NU stresses its value to Nebraska’s economy during Board of Regents meeting

NU stresses its value to Nebraska’s economy during Board of Regents meeting
World-Herald News Service

LINCOLN — A consultant Friday placed a dollar figure on the University of Nebraska system’s value to the state: $4.5 billion.

The consultant, Paul Umbach of Pennsylvania-based Tripp Umbach, told the NU Board of Regents that it’s a story the university should “boldly” tell Nebraska.

It was probably no coincidence that the report went to the Board of Regents as the Nebraska Legislature considers the university’s state appropriations. NU and public higher education as a whole have endured three state budget cuts in two years.

NU President Hank Bounds has stressed in his 3½ years as president of the NU system that the university is more than an educational institution.

NU, Bounds and others say, is a vital element in Nebraska’s workforce development, economy and job creation.

Bounds announced early this week that he will leave the university in August to return home to the South with his family.

Umbach’s report came with assessments of NU’s annual value to each of the 49 legislative districts. Umbach said to the regents that he had been asked if the report is a tool that could be used to lobby state senators. “The answer is, of course it is,” Umbach said.

Not every report to the board was so rosy.

The regents heard from deans at the University of Nebraska-Lincoln, the University of Nebraska at Kearney and the University of Nebraska at Omaha about workforce shortages in the state.

The deans said the state has a severe shortage of workers in engineering, information technology and other technical areas. UNL Engineering Dean Lance Perez said his university intends to increase enrollment substantially in engineering over the next eight years.

Perez said the good jobs of the future are in science, technology, engineering and math. The university and state must respond to that, he said. “If we don’t get ahead of this, then those jobs are just gonna go somewhere else.”

Tim Burkink, dean of UNK’s College of Business and Technology, said there are more than 2,025 openings now in the state in cybersecurity alone. “It’s enormous,” Burkink said of the demand.

And Hesham Ali, dean of UNO’s College of Information Science and Technology, said the state struggles to attract and retain such workers because salaries are higher elsewhere. “I think we are having a hard time keeping everyone because they (those workers) are very attractive” to the nation’s marketplace, he said.
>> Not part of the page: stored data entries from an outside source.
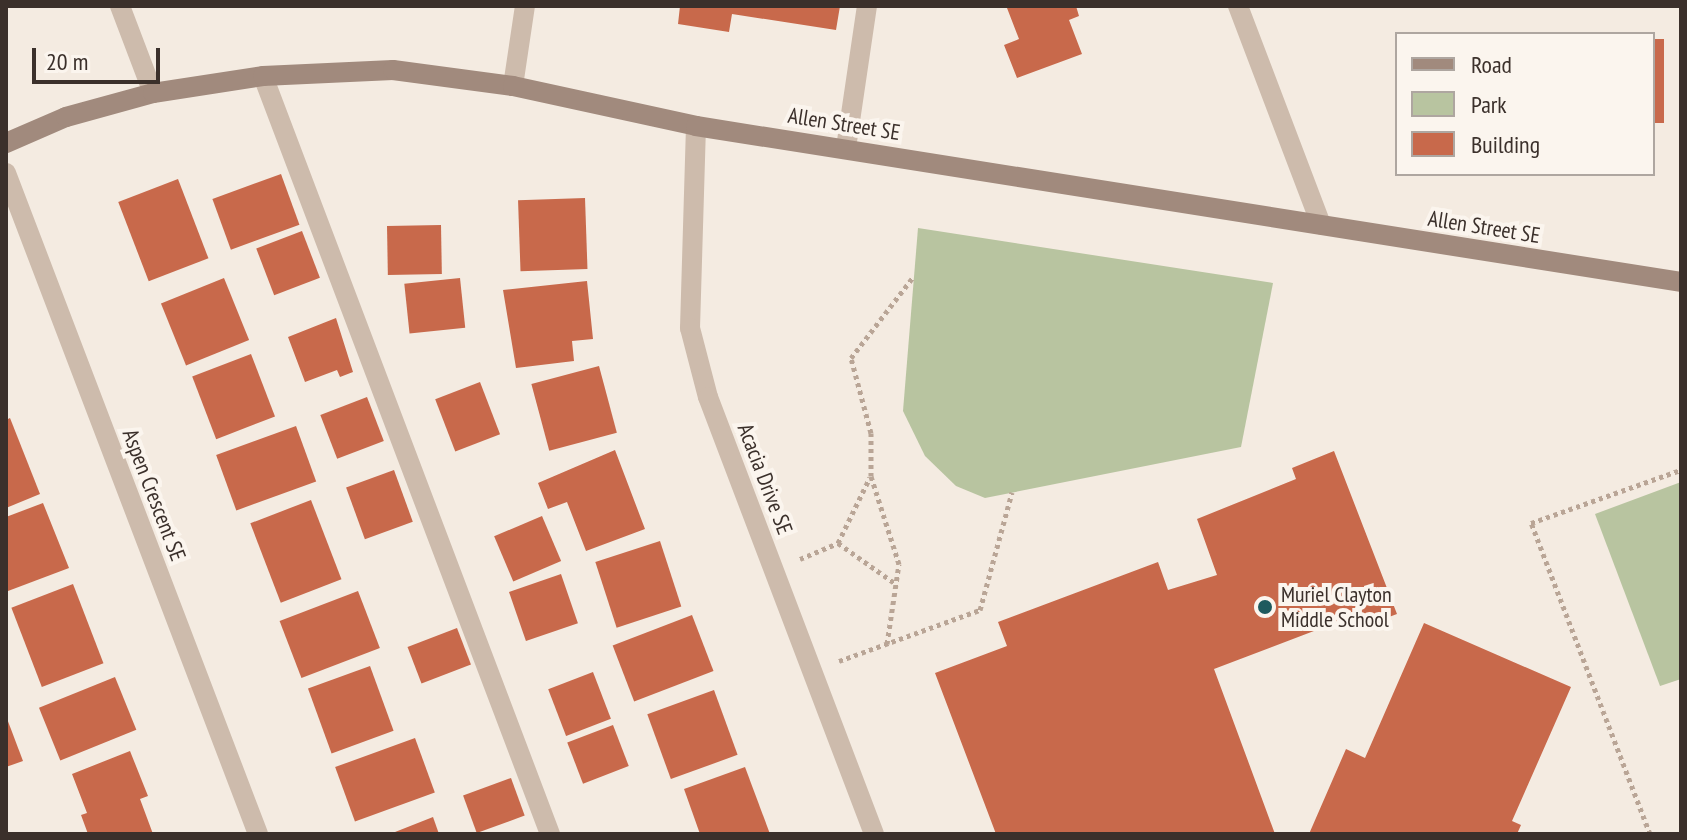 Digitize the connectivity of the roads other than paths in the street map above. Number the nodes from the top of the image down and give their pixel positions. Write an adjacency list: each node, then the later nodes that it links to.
1 (120, 6): 7 (street)
2 (525, 6): 6 (street)
3 (867, 6): 10 (street)
4 (1238, 6): 12 (street)
5 (263, 76): 6 (street, Allen Street SE); 7 (street, Allen Street SE); 15 (street)
6 (513, 86): 8 (street, Allen Street SE)
7 (153, 93): 9 (street, Allen Street SE)
8 (696, 126): 10 (street, Allen Street SE); 16 (street, Acacia Drive SE)
9 (6, 143)
10 (846, 148): 12 (street, Allen Street SE)
11 (6, 173): 14 (street, Aspen Crescent SE)
12 (1321, 225): 13 (street, Allen Street SE)
13 (1681, 282)
14 (258, 834)
15 (550, 834)
16 (874, 834)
The NU system includes campuses in Omaha, Lincoln, Kearney and Curtis and programs and satellite campuses throughout the state.

Umbach said he has conducted economic impact studies for hundreds of entities over the past 30 years. His consulting company received $60,000 for its 2018 NU report.

Umbach said in an interview Thursday that the $4.5 billion is derived through a specific model to which most firms in his field adhere.

He said that years ago, some organizations expressed disappointment that their economic impact wasn’t greater than he described. He said he had to tell them that his company produces the numbers according to the model, called IMPLAN, and not according to leaders’ hopes.

If one company found a much greater economic impact for a university than other companies, those in the industry would know it, he said, and its credibility would be questioned.

The report to the regents included some rallying text and booster lines, such as, “With a strong University of Nebraska, Nebraska can be even more successful,” and, “NU is successful in leveraging the resources invested in it to do good work for Nebraskans.”

Umbach said one of every seven Nebraskans older than 20 is an NU alum; 70 percent of Nebraska health professionals were trained at the NU Medical Center; and NU’s value increased 15 percent from $3.9 billion in 2015.

He said that’s information that NU should maximize.